Se in crociera tale comportamento equivale a pagare questa maggiore sicurezza con un po’ di strada in più, ci rendiamo conto che in regata questi “sono sacrifici” impossibili da chiedere. In questo caso entra in gioco l’esperienza e la sensibilità di tutto l’equipaggio e del timoniere in particolare.
E’ la classica situazione in cui la barca la si deve “sentire con il culo”. Chi è al timone deve avvertire fisicamente l’effetto del vento e il sopraggiungere delle onde, mantenendo, con piccole correzioni, l’equilibrio fra la tendenza orziera della randa e quella poggiera dello scafo quando sbanda sopravento. Anche se si è in regata, si deve cercare di evitare di navigare con lo spi completamente quadrato, ossia con il tangone tutto aperto verso poppa, stando un po’ più orzati. Infine i pesi vanno distribuiti in modo corretto, per mantenere la barca il più possibile piatta.
Ma nonostate l’esperienza e la sensibilità, la situazione ci sfugge di mano.
In questo caso il timoniere deve cercare di andare in modo deciso all’orza. Non avrà probabilmente un grande effetto ma è l’unica cosa che può fare.
Il randista deve controllare la randa che ha una ottima possibilità di strambare e, cosa fondamentale, bisogna mollare il braccio dello spinnaker e filare anche qualche metro di drizza spi per depotenziare la vela di prua.
L’equipaggio, se l’inferno non si è già scatenato a bordo, può spostarsi sottovento cercando di equilibrare l’assetto.

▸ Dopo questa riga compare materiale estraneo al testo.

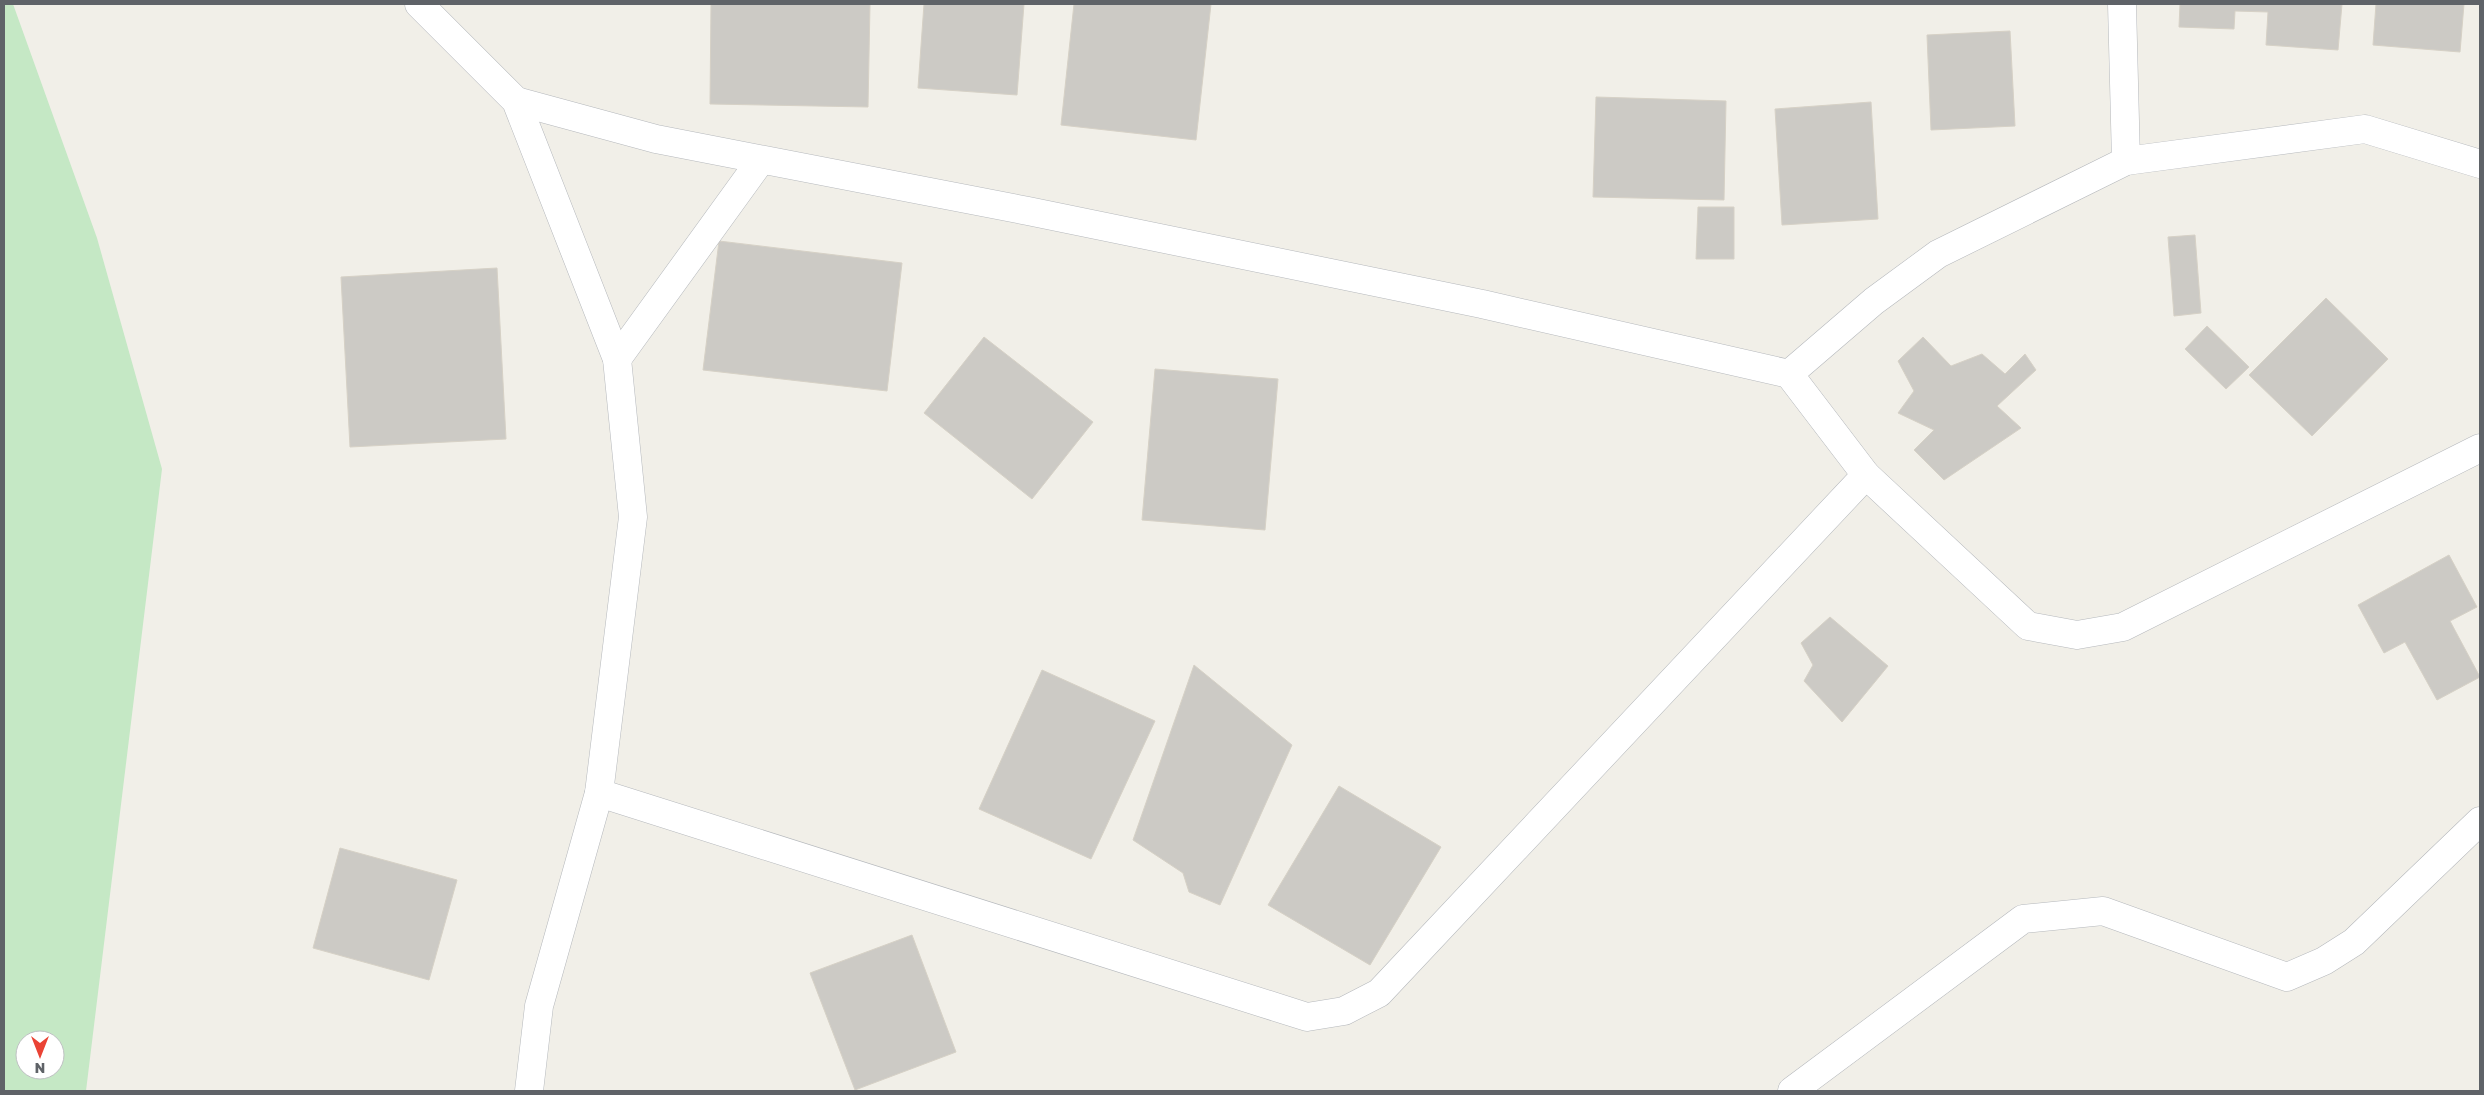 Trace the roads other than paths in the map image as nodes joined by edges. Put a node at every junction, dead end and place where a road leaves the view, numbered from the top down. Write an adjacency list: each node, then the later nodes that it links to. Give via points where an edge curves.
1 (419, 4): 3 (street)
2 (2122, 4): 5 (street)
3 (516, 101): 4 (street, via 656,139); 7 (street)
4 (761, 160): 7 (street); 8 (street, via 1472,302)
5 (2126, 161): 6 (street, via 2365,129); 8 (street, via 1938,254 1874,301)
6 (2480, 164)
7 (617, 358): 11 (street, via 633,517)
8 (1789, 374): 10 (street)
9 (2480, 448): 10 (street, via 2123,627 2077,635 2028,626)
10 (1866, 475): 11 (street, via 1379,993 1344,1011 1307,1017)
11 (599, 793): 13 (street, via 539,1006)
12 (2480, 821): 14 (street, via 2354,942 2324,961 2287,977 2103,911 2023,919)
13 (528, 1091)
14 (1792, 1091) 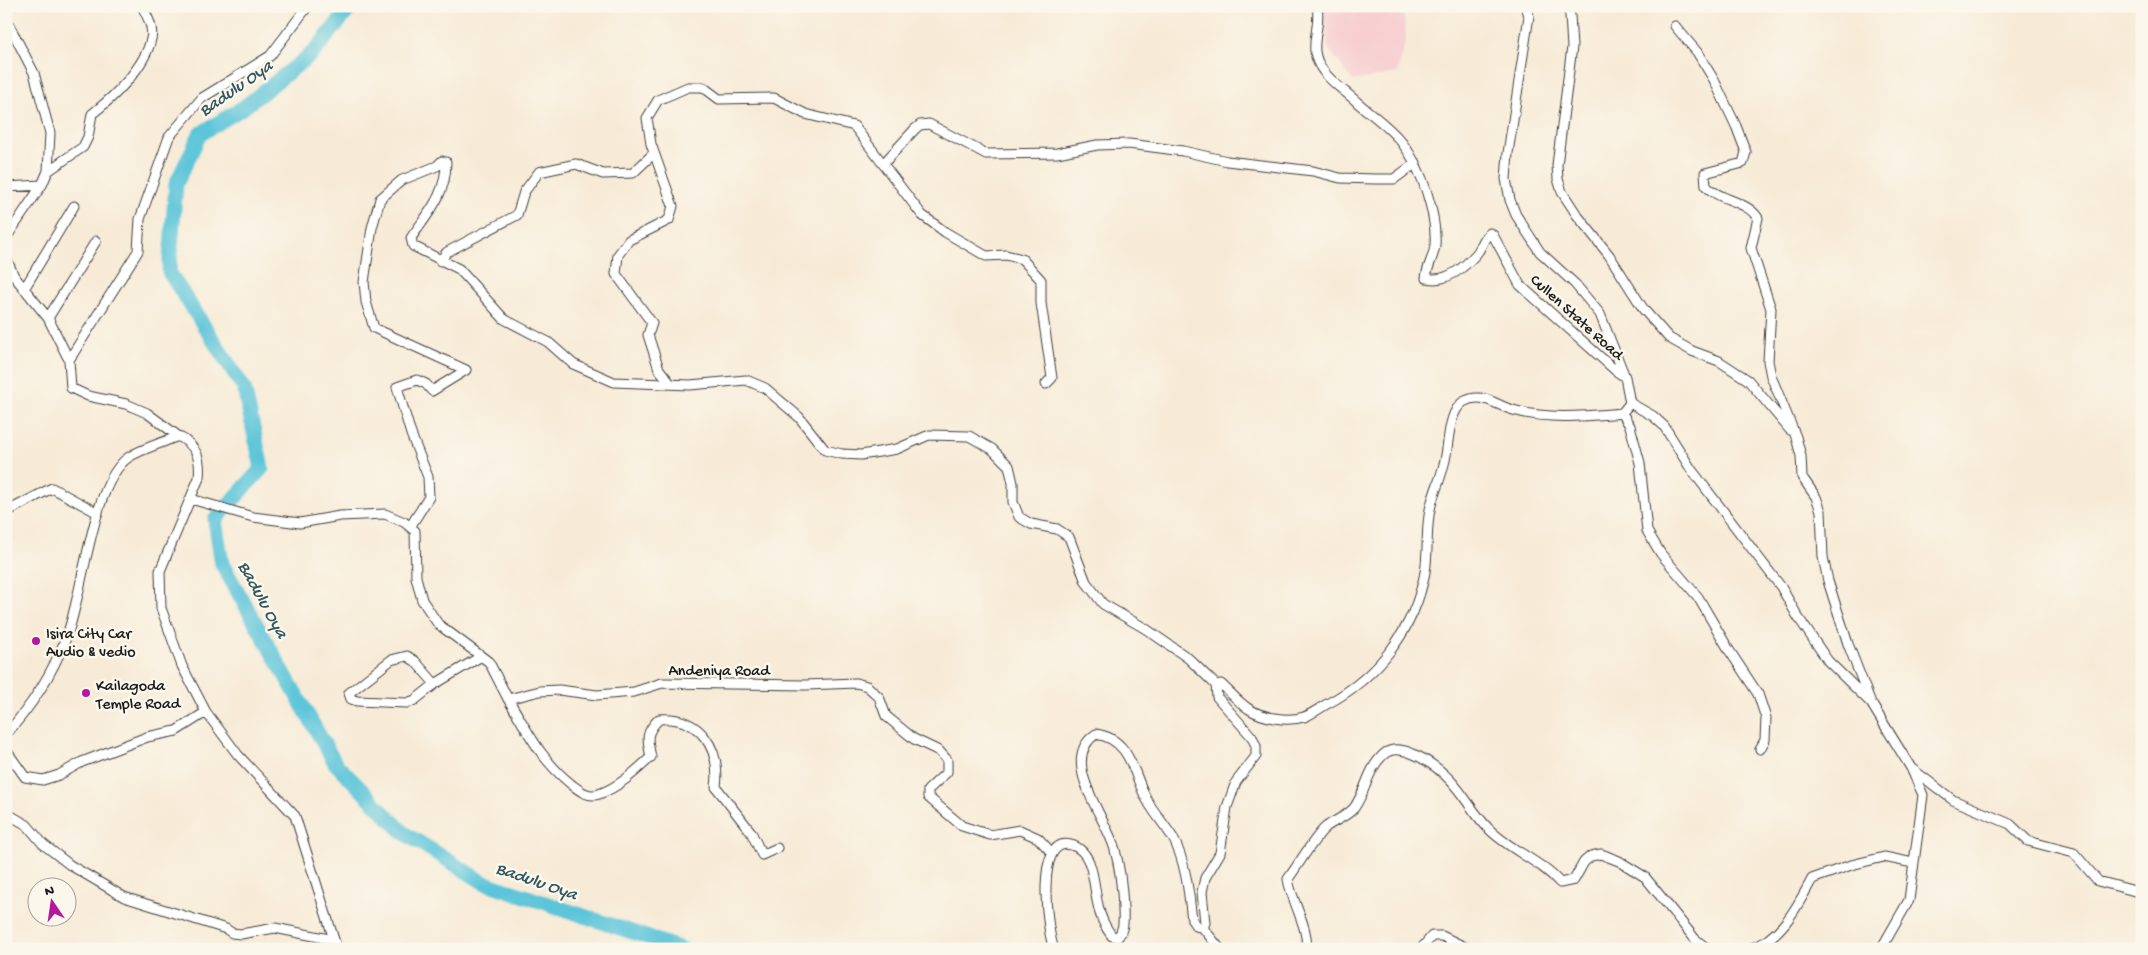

Se la strapoggia è partita, queste misure probabilmente non la fermeranno, ma almeno serviranno a uscirne sperando che i danni siano ridotti al minimo. Quindi per tutti noi che amiamo la crociera, le tre regole d’oro sono: navigare fra il lasco e il traverso, ridurre naturalmente vela, evitare la tentazione di dare spi o usare gennaker.